New candidates should submit the following application materials:  a) letter of application, including a statement on experience and/or potential for teaching a diverse student population, b) list of History Department’s courses they are interested in teaching, including the session(s) and term(s) they wish to teach, c) curriculum vitae, d) one or more sample course outlines (from a course or courses you have taught or would be interested in teaching), e) teaching evaluations, and f) transcript of their academic record if they do not yet hold a Ph.D.  The c.v. must include a list of post-secondary courses taught at UBC and elsewhere. A list of History courses is available in the UBC Calendar: http://www.calendar.ubc.ca/vancouver/courses.cfm?page=name&code=HIST.

 

While we ask for all these materials from new applicants, those who have taught for us in the last five years can simply provide the list of courses they are interested in teaching along with an updated C.V.
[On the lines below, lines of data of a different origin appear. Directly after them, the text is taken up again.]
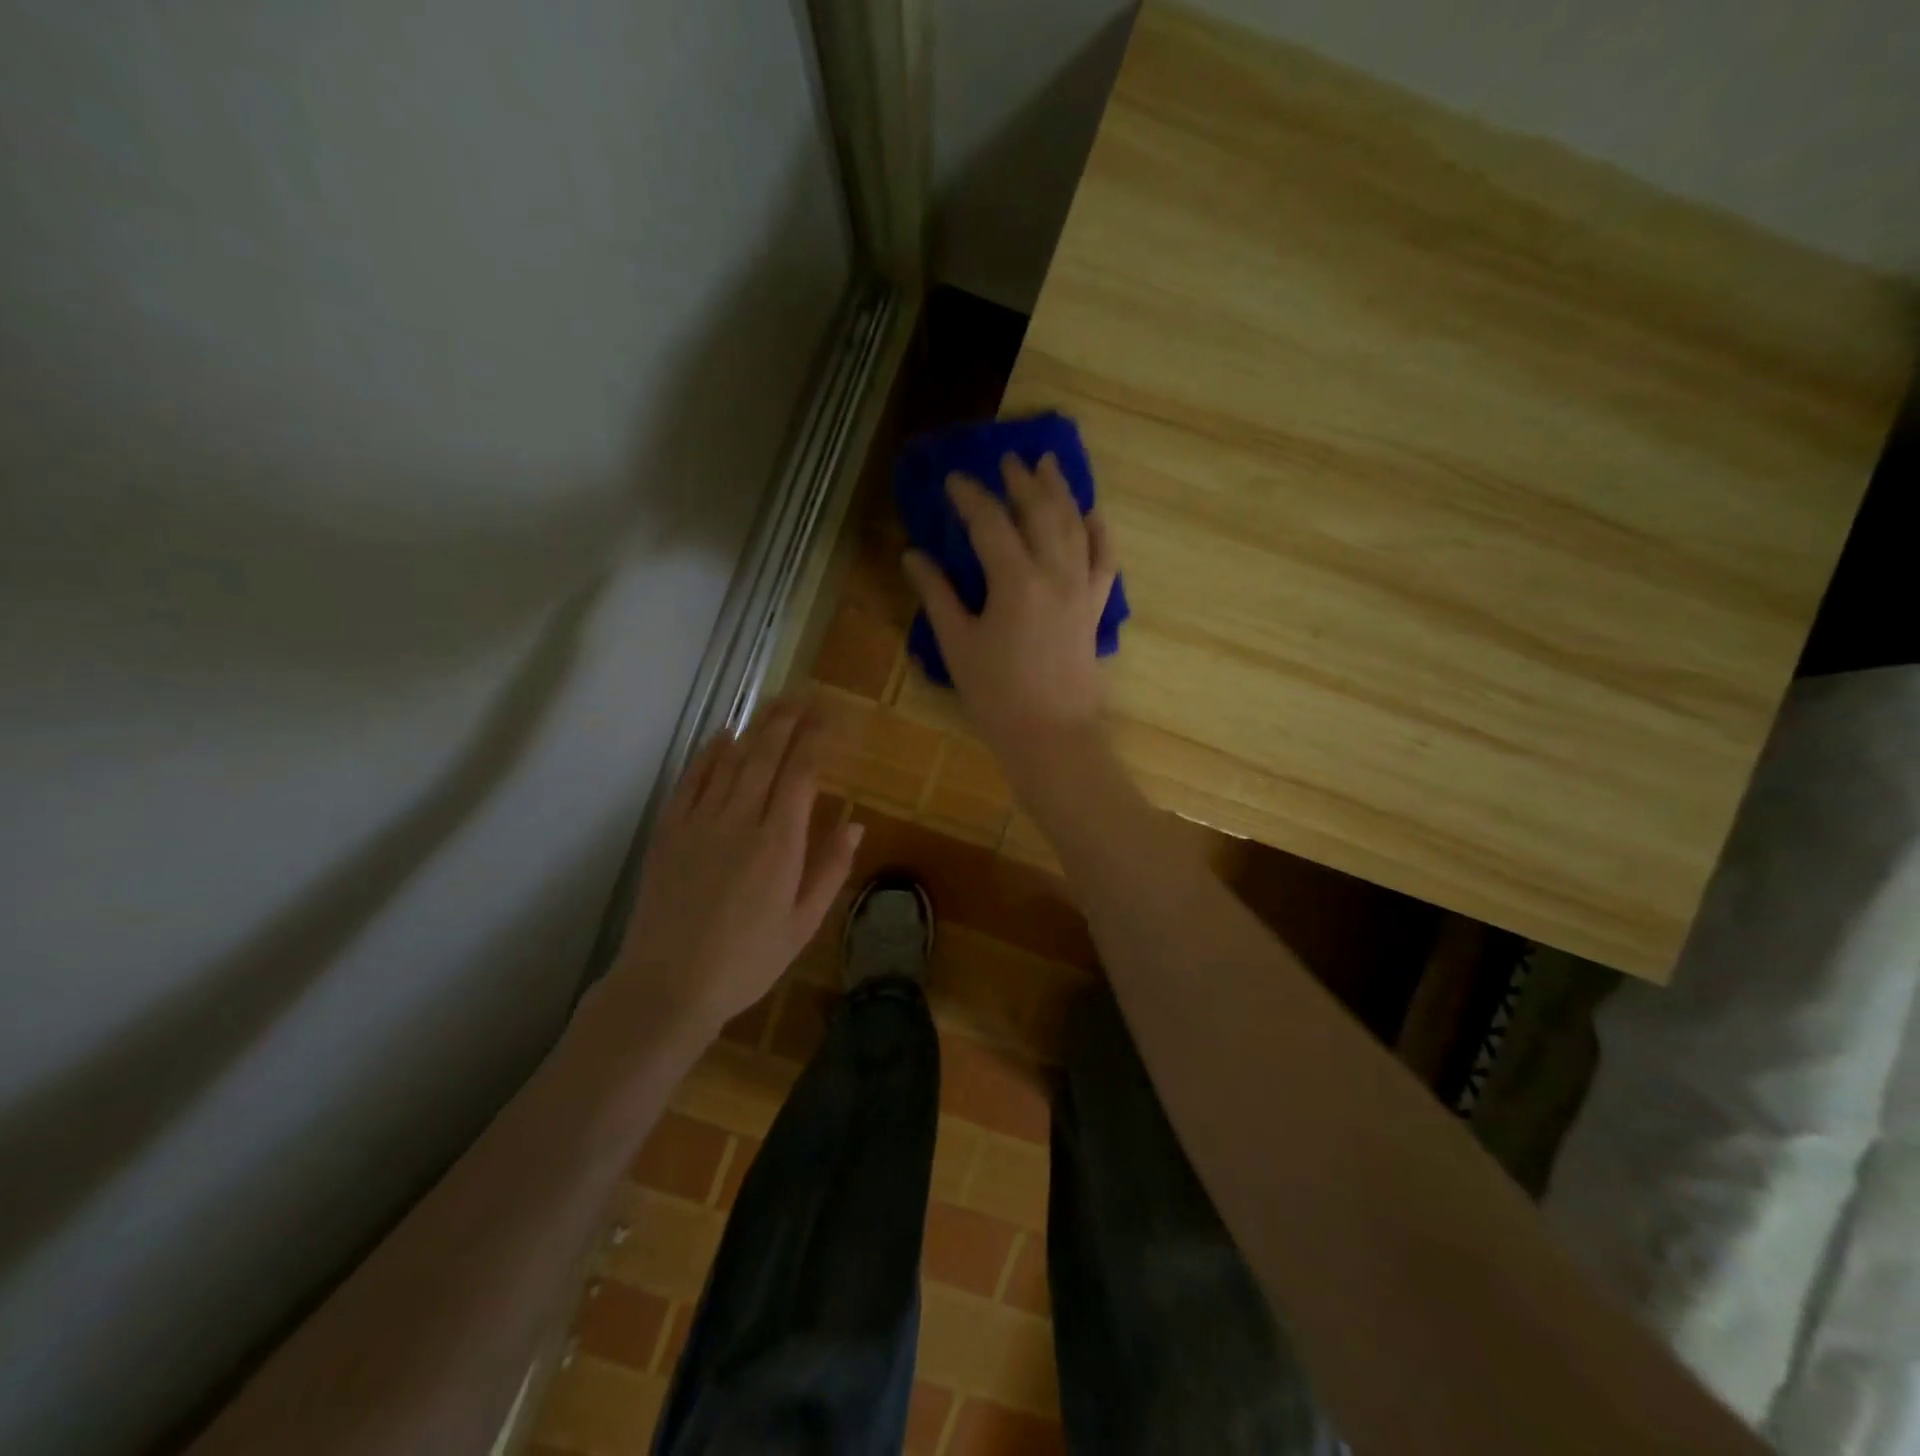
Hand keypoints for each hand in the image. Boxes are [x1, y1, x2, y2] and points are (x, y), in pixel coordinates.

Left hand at [613, 702, 861, 1039]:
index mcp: (779, 843)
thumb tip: (854, 823)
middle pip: (765, 755)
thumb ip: (830, 869)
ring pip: (730, 760)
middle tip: (805, 696)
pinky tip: (722, 736)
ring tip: (773, 704)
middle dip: (788, 720)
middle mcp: (740, 820)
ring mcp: (699, 822)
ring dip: (754, 727)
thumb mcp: (803, 924)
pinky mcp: (669, 831)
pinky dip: (708, 754)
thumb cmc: (747, 961)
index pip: (801, 774)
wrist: (668, 986)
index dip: (816, 739)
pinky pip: (691, 780)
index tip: (830, 717)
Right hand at [903, 453, 1116, 771]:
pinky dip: (1099, 531)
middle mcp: (1054, 572)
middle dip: (1020, 481)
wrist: (1053, 736)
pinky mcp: (1096, 607)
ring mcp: (1081, 588)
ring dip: (1060, 491)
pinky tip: (1093, 513)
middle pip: (1040, 511)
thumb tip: (913, 555)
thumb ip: (937, 595)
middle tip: (1006, 459)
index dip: (969, 496)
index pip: (989, 522)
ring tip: (1048, 465)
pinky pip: (1105, 559)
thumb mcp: (958, 644)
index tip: (953, 478)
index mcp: (1015, 580)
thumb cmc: (997, 695)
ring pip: (1075, 525)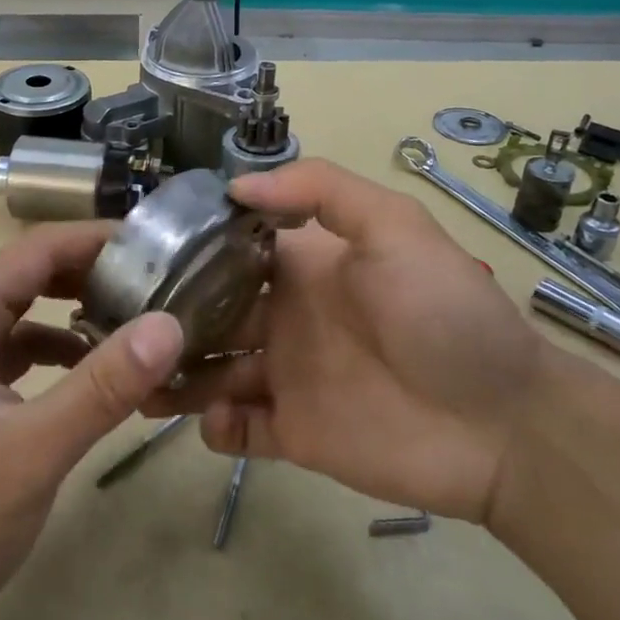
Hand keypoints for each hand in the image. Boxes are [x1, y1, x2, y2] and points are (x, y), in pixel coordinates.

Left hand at [0, 223, 183, 619]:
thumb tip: (169, 325)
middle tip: (166, 289)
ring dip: (82, 316)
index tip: (167, 249)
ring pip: (29, 313)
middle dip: (100, 276)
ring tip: (143, 328)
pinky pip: (18, 352)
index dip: (104, 240)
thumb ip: (101, 387)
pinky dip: (60, 355)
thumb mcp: (29, 452)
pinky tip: (96, 379)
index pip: (43, 248)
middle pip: (36, 273)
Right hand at [150, 160, 547, 522]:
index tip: (138, 252)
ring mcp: (287, 377)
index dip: (188, 249)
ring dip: (175, 374)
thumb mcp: (395, 227)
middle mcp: (285, 317)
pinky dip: (216, 427)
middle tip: (115, 324)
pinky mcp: (295, 433)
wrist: (504, 423)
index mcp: (303, 267)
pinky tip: (211, 419)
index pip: (230, 251)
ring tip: (137, 378)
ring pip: (212, 372)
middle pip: (209, 313)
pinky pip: (240, 430)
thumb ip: (322, 191)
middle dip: (167, 316)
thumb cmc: (444, 313)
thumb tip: (236, 185)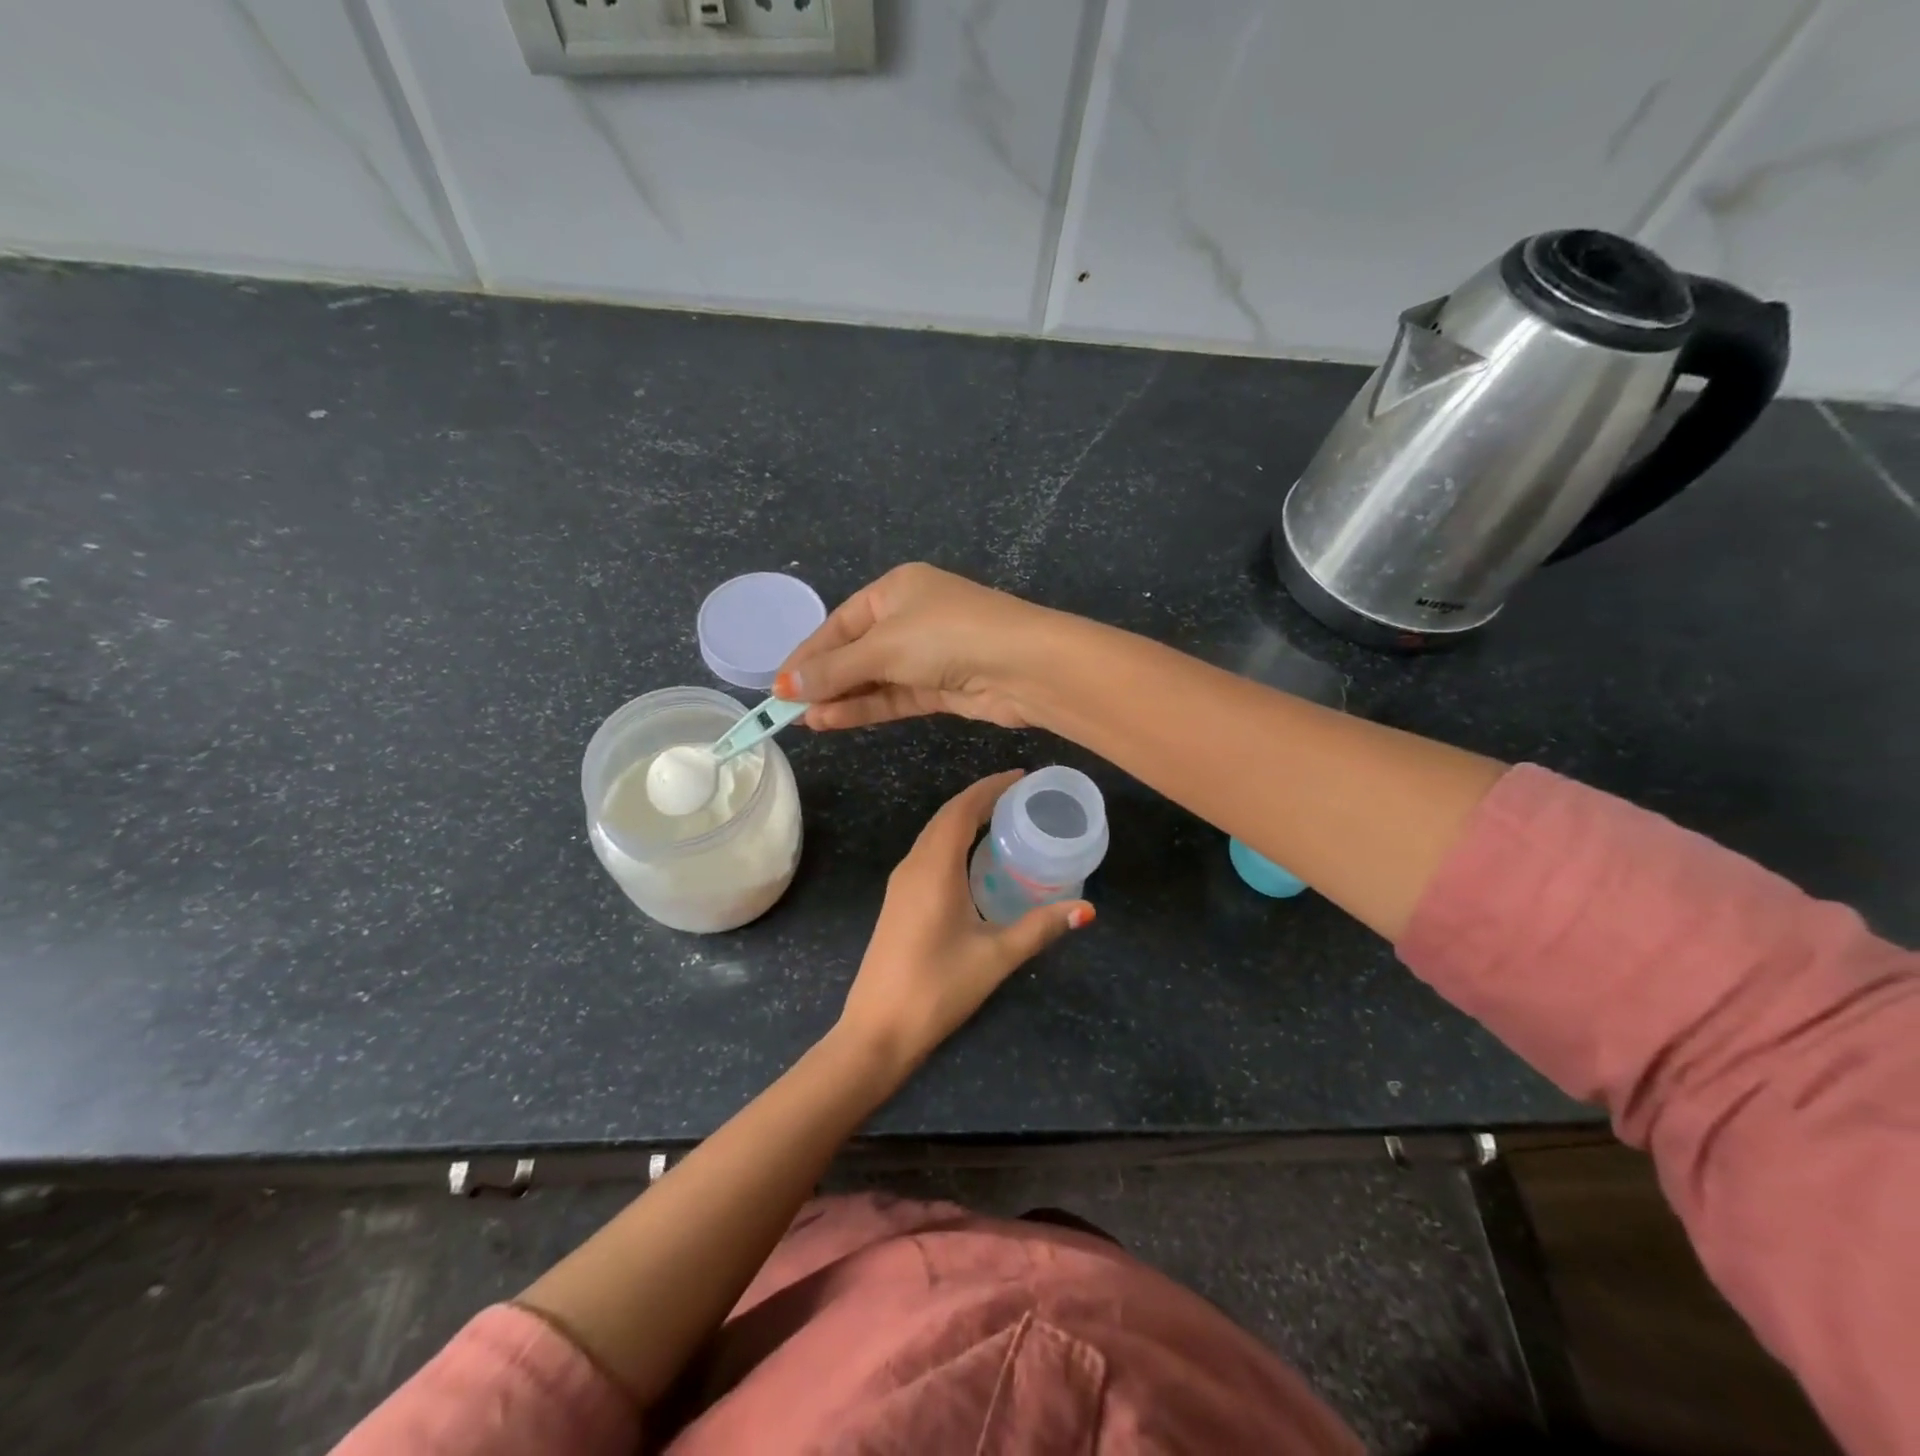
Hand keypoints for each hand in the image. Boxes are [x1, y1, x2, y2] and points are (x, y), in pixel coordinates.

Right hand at [774, 563, 1062, 730]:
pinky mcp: (941, 686)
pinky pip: (895, 697)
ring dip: (842, 699)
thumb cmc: (946, 636)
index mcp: (895, 589)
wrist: (1023, 665)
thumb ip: (835, 669)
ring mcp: (927, 654)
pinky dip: (867, 708)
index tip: (778, 686)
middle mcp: (910, 617)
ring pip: (874, 678)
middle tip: (787, 709)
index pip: (839, 623)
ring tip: (805, 721)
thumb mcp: (883, 647)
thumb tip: (785, 687)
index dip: (808, 655)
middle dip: (823, 680)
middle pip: (855, 651)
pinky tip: (834, 721)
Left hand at [837, 770, 1092, 1074]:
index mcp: (934, 868)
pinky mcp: (898, 902)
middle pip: (946, 816)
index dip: (991, 787)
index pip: (962, 810)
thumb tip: (1086, 910)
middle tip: (1020, 795)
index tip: (1022, 777)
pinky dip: (952, 841)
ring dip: (964, 819)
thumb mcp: (995, 956)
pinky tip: (973, 859)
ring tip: (1002, 819)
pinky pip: (927, 854)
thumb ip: (1040, 928)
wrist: (877, 1030)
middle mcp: (912, 866)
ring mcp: (900, 884)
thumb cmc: (937, 988)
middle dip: (981, 798)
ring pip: (933, 835)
Decisions on course offerings will be made once the department has reviewed recent enrolments and assessed student demand. Because of budgetary constraints, the number of positions available is limited. We will announce our decisions sometime in January 2020.

Applicants may apply for more than one session, and must specify which session(s) and term(s) they wish to teach. New applicants should ask three referees to forward confidential letters of recommendation under separate cover. Application materials and letters of recommendation should be emailed to history.sessionals@ubc.ca or mailed to

Janet Mui, Administrative Support

History Department, University of British Columbia

Room 1297, 1873 East Mall, Vancouver, BC   V6T 1Z1

For further information on the sessional program, please contact the Sessional Coordinator, Professor Alexei Kojevnikov at anikov@mail.ubc.ca

Deadline for applications: Friday, 8 November 2019

All positions are subject to funding and are governed by UBC’s “Agreement and Conditions of Appointment for Sessional Lecturers.” In accordance with Canadian immigration requirements, priority will be given to Canadian citizens and permanent residents of Canada.  Equity and diversity are essential to academic excellence. An open and diverse community fosters the inclusion of voices that have been underrepresented or discouraged. We encourage applications from members of groups that have been marginalized on any grounds enumerated under the B.C. Human Rights Code, including sex, sexual orientation, gender identity or expression, racialization, disability, political belief, religion, marital or family status, age, and/or status as a First Nation, Métis, Inuit, or Indigenous person.